All bacteria of importance in veterinary and human medicine are chemo­organo­heterotrophic, which means that they get their energy from organic carbon compounds, which are also used as carbon source. The only exception is cyanobacteria, which are photolithoautotrophic, i.e. they get their energy from light and they use inorganic carbon in the form of CO2 (carbon dioxide) as carbon source.

Bacteria can thus extract energy through oxidation of carbohydrates (especially glucose) and these bacteria are said to be saccharolytic. Some other bacteria can instead use amino acids or lipids as an energy source, but this is less common and these bacteria are said to be asaccharolytic. Carbohydrates are also included in a variety of cellular processes in bacteria and bacterial carbohydrate metabolism is highly diversified. This is the reason why bacteria can grow and thrive in practically every environment on our planet.


Glucose, which is a 6-carbon monosaccharide (hexose monosaccharide), is one of the most important carbohydrate molecules that bacteria can extract energy from.
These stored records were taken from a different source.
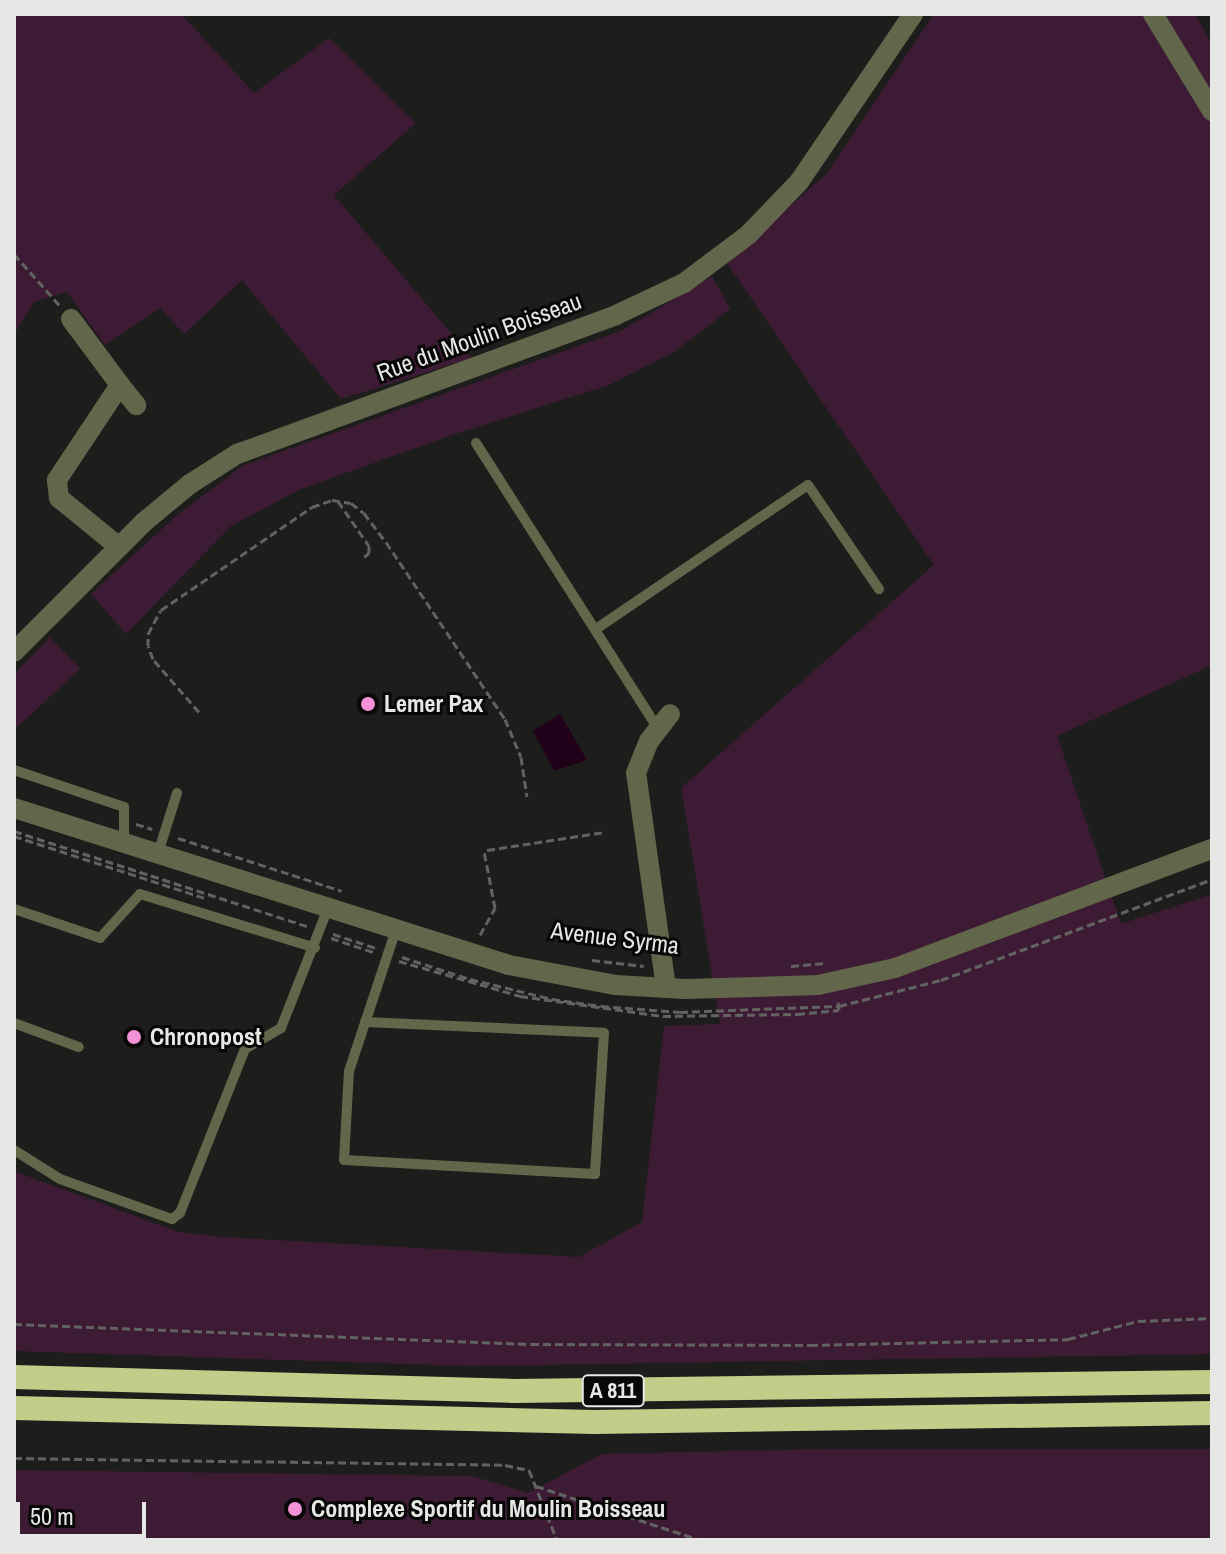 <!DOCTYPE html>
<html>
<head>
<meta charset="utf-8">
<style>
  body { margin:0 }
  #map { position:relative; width:1226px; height:1554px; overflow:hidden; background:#1d1e1b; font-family:"Archivo Narrow",sans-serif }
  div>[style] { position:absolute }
  .green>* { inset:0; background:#3e1b34 }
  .water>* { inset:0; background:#210119 }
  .path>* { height:3px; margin-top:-1.5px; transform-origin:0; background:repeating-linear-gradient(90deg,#626360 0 8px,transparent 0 12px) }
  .service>* { height:10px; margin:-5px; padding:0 5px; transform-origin:5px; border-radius:5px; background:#62664b }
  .minor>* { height:20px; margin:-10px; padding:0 10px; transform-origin:10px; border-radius:10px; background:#62664b }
  .motorway>* { height:24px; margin:-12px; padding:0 12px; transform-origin:12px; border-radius:12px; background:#c4cc89 }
  .dots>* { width:22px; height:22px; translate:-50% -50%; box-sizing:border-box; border:4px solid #080807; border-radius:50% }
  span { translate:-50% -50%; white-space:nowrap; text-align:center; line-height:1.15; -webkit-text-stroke:6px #080807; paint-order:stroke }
  .shield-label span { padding:2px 6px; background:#080807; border:2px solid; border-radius:6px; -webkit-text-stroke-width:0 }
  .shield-label { font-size:22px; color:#e7e7e5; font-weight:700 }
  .street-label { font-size:24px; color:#e7e7e5 }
  .poi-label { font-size:24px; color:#e7e7e5; font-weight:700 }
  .left { translate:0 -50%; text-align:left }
  .frame { position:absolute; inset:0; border:16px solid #e7e7e5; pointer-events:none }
  .scale { position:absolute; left:16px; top:1502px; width:130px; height:36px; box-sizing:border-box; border:4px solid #e7e7e5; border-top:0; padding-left:10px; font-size:24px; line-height:28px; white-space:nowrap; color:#e7e7e5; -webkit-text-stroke:6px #080807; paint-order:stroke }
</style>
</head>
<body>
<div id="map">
  <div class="green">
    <i style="clip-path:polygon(14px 14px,181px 14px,254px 93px,329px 38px,416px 123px,334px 195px,472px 358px,341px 399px,242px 280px,184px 334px,160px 308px,105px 345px,67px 292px,34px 302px,14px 335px)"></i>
    <i style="clip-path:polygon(934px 14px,1195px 14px,1212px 44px,1212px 665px,1057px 736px,1121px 924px,1212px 894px,1212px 1354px,470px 1366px,14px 1351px,14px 1171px,178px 1232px,222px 1237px,579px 1257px,642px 1222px,664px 1026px,720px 1024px,681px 788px,934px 565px,727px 263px,827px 173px)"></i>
    <i style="clip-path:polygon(712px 276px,730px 309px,674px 352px,609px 385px,452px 435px,301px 489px,231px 526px,126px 634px,91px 594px,176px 516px,244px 465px,623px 330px)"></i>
    <i style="clip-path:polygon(50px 637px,80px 669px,14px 730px,14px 674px)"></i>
    <i style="clip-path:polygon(824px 1449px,1212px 1449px,1212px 1540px,14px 1540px,14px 1470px,472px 1476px,528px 1493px,602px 1454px)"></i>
  </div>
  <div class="water">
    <i style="clip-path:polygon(560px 714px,587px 760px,554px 771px,533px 731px)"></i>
  </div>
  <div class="path">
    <i style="left:14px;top:254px;width:71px;rotate:48.4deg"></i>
    <i style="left:338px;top:501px;width:55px;rotate:55.4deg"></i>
    <i style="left:369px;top:546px;width:7px;rotate:90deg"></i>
    <i style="left:369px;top:553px;width:6px;rotate:141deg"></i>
    <i style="left:199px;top:712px;width:70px;rotate:-131deg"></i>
    <i style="left:153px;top:659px;width:14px;rotate:-111deg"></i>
    <i style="left:148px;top:646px;width:12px;rotate:-90deg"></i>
    <i style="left:148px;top:634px;width:27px;rotate:-62deg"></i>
    <i style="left:161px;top:610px;width:183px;rotate:-34.3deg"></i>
    <i style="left:312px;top:507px;width:21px;rotate:-19deg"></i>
    <i style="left:332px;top:500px;width:19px;rotate:9deg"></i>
    <i style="left:351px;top:503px;width:16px;rotate:38deg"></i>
    <i style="left:364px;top:513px;width:36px;rotate:53deg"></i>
    <i style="left:386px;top:542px;width:213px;rotate:56.1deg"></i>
    <i style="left:505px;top:719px;width:41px;rotate:67.2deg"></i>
    <i style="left:521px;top:757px;width:40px;rotate:81.5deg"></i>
    <i style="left:136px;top:824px;width:17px;rotate:17deg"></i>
    <i style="left:14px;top:831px;width:308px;rotate:18deg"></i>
    <i style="left:14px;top:836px;width:201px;rotate:18deg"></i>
    <i style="left:178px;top:838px;width:172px;rotate:17.9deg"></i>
    <i style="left:487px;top:850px;width:119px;rotate:-8.7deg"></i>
    <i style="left:333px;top:934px;width:45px;rotate:18deg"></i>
    <i style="left:480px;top:935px;width:31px;rotate:-61deg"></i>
    <i style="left:495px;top:908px;width:58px;rotate:-100.9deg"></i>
    <i style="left:331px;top:938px;width:44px;rotate:18.4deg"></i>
    <i style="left:402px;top:957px;width:71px;rotate:17.9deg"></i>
    <i style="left:470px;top:979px;width:84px;rotate:13.7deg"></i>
    <i style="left:552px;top:999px;width:49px;rotate:8.1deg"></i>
    <i style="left:601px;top:1006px;width:79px;rotate:4.3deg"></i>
    <i style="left:680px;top:1012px;width:159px;rotate:-2.2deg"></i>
    <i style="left:839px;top:1006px;width:105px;rotate:-14.3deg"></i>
    <i style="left:941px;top:980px;width:289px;rotate:-20.4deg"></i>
    <i style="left:592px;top:960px;width:52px;rotate:6.6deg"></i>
    <i style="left:399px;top:961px;width:126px;rotate:16.1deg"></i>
    <i style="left:520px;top:996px;width:144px;rotate:8deg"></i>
    <i style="left:663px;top:1016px;width:134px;rotate:-0.9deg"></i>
    <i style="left:797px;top:1014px;width:42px;rotate:-5.4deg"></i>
    <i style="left:839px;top:1010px;width:9px;rotate:-96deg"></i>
    <i style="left:791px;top:966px;width:32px;rotate:-5deg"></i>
    <i style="left:14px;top:1324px;width:517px;rotate:2.22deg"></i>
    <i style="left:531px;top:1344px;width:279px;rotate:0.2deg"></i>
    <i style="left:810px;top:1345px;width:258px;rotate:-1.3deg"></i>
    <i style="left:1068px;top:1339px;width:72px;rotate:-14.4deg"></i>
    <i style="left:1138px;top:1321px;width:74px;rotate:-2.3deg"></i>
    <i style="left:14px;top:1458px;width:491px;rotate:0.8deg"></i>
    <i style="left:505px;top:1465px;width:25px;rotate:12deg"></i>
    <i style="left:529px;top:1470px;width:75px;rotate:68.2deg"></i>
    <i style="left:536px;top:1486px;width:173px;rotate:18.2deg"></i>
  </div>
  <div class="service">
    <i style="left:476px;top:443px;width:337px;rotate:57.5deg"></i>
    <i style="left:596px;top:629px;width:256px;rotate:-34.2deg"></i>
    <i style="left:808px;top:485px;width:126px;rotate:55.7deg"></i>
    <i style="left:14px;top:770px;width:116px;rotate:18.6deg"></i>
    <i style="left:124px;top:807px;width:35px;rotate:90deg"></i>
    <i style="left:158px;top:853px;width:63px;rotate:-72.4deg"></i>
    <i style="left:14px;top:909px;width:91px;rotate:18.6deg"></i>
    <i style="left:100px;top:938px;width:59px;rotate:-47.7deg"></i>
    <i style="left:140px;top:894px;width:183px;rotate:17.1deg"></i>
    <i style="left:365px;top:1022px;width:239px;rotate:2.6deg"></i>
    <i style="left:604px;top:1033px;width:141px;rotate:93.7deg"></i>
    <i style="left:595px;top:1174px;width:251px;rotate:-176.8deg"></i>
    <i style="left:344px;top:1160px;width:89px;rotate:-86.8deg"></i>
    <i style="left:349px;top:1071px;width:149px;rotate:-71.6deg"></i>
    <i style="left:14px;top:1023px;width:69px;rotate:20.3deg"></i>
    <i style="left:14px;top:1150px;width:54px;rotate:32.2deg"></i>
    <i style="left:60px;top:1179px;width:119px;rotate:19.7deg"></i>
    <i style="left:172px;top:1219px;width:10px;rotate:-37deg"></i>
    <i style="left:180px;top:1213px;width:176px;rotate:-68.4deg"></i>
    <i style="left:245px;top:1049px;width:42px;rotate:-30.3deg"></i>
    <i style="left:281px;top:1028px;width:129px;rotate:-68.6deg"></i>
  </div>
  <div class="minor">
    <i style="left:1153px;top:14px;width:114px;rotate:58.7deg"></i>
    <i style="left:71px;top:319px;width:82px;rotate:53.4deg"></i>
    <i style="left:120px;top:385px;width:114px;rotate:123.6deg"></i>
    <i style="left:57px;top:480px;width:18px;rotate:84deg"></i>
    <i style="left:59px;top:498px;width:77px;rotate:39.2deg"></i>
    <i style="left:120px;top:385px;width:26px;rotate:51deg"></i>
    <i style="left:14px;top:652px;width:184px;rotate:-45deg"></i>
    <i style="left:144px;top:522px;width:60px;rotate:-39.6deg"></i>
    <i style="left:190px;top:484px;width:56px;rotate:-32.6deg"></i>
    <i style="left:237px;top:454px;width:404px;rotate:-20.1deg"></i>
    <i style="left:616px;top:315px;width:75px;rotate:-25.2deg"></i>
    <i style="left:684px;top:283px;width:80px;rotate:-36.9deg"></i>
    <i style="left:748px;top:235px;width:74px;rotate:-46.1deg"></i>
    <i style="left:799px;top:182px;width:203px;rotate:-55.8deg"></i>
    <i style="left:14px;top:808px;width:519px;rotate:17.6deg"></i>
    <i style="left:509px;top:965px;width:109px;rotate:10.6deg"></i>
    <i style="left:616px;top:985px;width:69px;rotate:3.3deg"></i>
    <i style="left:685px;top:989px;width:133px;rotate:-1.7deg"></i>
    <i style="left:818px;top:985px;width:79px;rotate:-12.4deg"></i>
    <i style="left:895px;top:968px;width:339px;rotate:-20.6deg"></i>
    <i style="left:666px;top:988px;width:217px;rotate:-97.9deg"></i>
    <i style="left:636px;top:773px;width:35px;rotate:-68deg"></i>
    <i style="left:649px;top:741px;width:34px;rotate:-52deg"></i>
  </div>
  <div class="motorway">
    <i style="left:14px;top:1377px;width:500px;rotate:1.6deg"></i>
    <i style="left:514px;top:1391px;width:698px;rotate:-0.74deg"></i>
    <i style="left:14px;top:1408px;width:580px;rotate:1.38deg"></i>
    <i style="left:594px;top:1422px;width:618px;rotate:-0.83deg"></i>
  </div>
  <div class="dots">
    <i style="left:368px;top:704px;background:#f391d6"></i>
    <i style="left:134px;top:1037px;background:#f391d6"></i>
    <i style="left:295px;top:1509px;background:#f391d6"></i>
  </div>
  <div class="shield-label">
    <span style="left:613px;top:1391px">A 811</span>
  </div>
  <div class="street-label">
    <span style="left:479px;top:337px;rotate:-20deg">Rue du Moulin Boisseau</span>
    <span style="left:615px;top:938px;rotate:7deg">Avenue Syrma</span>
  </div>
  <div class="poi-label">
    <span class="left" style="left:384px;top:704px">Lemer Pax</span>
    <span class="left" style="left:150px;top:1037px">Chronopost</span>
    <span class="left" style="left:311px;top:1509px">Complexe Sportif du Moulin Boisseau</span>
  </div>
  <div class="frame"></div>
  <div class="scale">50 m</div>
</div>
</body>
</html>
This is done by an oxidation process, called glycolysis, and in the glyco­lysis, glucose is broken down into pyruvate. Bacteria can also break down e.g. lactose and mannitol to pyruvate by glycolysis. Lactose is a disaccharide, which consists of two hexose monosaccharides (galactose and glucose). Mannitol is a hexose monosaccharide alcohol. If a bacterium has the right enzyme systems, then these carbohydrates can also be oxidized by glycolysis.
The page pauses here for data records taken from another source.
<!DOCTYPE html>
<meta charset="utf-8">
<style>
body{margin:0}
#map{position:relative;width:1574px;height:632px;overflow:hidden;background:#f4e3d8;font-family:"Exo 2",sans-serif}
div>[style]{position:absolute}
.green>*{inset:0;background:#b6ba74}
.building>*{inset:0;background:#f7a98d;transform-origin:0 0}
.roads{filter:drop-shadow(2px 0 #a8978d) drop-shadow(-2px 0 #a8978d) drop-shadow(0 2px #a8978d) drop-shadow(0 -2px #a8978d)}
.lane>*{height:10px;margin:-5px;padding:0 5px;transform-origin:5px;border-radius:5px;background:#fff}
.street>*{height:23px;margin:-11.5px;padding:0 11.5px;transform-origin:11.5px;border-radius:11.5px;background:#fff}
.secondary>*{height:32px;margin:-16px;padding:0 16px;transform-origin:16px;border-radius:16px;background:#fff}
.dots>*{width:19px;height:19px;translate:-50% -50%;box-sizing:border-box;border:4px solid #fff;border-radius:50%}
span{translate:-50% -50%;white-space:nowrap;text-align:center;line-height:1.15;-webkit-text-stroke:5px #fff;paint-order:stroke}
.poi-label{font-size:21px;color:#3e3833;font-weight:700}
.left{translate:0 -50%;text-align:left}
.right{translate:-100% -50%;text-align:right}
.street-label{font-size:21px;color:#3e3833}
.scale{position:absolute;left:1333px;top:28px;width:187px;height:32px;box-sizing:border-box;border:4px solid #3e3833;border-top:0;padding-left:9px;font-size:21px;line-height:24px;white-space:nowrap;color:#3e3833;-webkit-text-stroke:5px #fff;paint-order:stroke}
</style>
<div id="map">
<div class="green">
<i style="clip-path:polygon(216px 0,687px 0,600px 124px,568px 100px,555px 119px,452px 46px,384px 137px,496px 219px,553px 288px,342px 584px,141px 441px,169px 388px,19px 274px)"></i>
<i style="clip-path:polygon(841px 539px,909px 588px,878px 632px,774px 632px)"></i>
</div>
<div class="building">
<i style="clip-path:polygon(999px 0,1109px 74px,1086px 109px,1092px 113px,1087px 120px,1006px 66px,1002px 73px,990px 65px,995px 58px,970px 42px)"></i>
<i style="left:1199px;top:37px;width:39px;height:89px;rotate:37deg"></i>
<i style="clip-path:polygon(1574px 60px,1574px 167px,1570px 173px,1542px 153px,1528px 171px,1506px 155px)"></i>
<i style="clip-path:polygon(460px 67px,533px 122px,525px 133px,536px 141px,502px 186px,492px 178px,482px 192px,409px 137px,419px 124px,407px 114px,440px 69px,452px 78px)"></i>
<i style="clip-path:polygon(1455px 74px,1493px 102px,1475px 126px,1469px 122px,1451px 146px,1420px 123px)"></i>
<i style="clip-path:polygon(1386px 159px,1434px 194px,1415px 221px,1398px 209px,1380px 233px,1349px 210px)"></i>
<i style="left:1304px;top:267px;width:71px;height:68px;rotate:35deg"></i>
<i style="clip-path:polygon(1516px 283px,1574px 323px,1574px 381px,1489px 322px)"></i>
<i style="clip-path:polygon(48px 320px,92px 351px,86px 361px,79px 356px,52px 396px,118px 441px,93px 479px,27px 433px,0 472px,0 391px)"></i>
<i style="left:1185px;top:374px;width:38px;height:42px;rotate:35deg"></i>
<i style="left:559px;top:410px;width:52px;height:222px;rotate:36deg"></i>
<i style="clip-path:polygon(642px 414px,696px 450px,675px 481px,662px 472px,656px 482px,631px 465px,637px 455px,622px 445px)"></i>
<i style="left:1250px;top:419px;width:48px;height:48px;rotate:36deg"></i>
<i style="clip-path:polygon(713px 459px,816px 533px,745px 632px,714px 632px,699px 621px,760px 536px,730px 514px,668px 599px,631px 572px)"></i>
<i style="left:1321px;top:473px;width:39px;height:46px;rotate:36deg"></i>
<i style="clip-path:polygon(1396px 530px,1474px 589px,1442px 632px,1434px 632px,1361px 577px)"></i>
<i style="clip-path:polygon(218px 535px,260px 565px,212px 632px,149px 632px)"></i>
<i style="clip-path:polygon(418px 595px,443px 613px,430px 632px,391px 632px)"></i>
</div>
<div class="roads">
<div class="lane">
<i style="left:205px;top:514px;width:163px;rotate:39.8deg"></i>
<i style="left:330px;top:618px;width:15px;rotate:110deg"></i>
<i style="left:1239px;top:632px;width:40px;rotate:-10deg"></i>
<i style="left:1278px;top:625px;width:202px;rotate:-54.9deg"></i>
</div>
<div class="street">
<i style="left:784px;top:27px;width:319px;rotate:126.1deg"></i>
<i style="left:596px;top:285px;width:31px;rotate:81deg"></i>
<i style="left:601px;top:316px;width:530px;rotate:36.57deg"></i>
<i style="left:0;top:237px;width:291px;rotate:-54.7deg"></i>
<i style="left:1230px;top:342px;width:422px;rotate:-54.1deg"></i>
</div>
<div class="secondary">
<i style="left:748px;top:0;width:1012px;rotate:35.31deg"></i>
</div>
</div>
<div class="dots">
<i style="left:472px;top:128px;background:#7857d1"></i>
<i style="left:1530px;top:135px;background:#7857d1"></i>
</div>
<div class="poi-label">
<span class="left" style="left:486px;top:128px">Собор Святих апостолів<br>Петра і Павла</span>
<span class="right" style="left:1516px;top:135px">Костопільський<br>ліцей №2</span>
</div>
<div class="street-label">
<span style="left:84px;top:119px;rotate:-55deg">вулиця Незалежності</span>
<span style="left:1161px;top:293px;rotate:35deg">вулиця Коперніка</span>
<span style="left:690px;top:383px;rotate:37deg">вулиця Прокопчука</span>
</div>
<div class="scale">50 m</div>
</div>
Under anaerobic conditions, pyruvate, can be converted to a variety of products, depending on the enzyme system of the microorganism in question. This process is called  fermentation and by examining which carbohydrates a particular bacterium can ferment and which end products are formed, one can identify the bacterium in question.

Some bacteria can also convert the amino acid tryptophan to pyruvate if they have the enzyme typtophanase (can be detected by the indole test). Puruvat can then take various pathways in the metabolism, depending on whether O2 (oxygen) is available and depending on which enzyme system the bacterium has. If O2 is missing and if the bacterium is facultatively anaerobic, acid tolerant or anaerobic, puruvate can be further converted by fermentation.


Fermentation is a metabolic process that does not require O2 and can be utilized by many different bacteria. The fermentation in combination with the glycolysis results in the production of ATP, which is the most important form of energy for bacteria and other organisms. Examples of end products after the fermentation are: lactic acid (lactobacilli), ethanol (yeast), 2,3-butanediol (Klebsiella spp.), formic acid (Shigella spp.), butyric acid (Clostridium sp.) and mixed acids (E. coli m. al.). Glycolysis in combination with fermentation is not an efficient process for recovering energy because the carbohydrate is not completely oxidized to CO2 and H2O. Therefore, only 2 ATP molecules are formed for each carbohydrate molecule that is oxidized and facultative anaerobes always grow better in the presence of O2.

In the sections on the Krebs Cycle and on the Electron transport chain it is described how the chemical energy in pyruvate can be more efficiently extracted.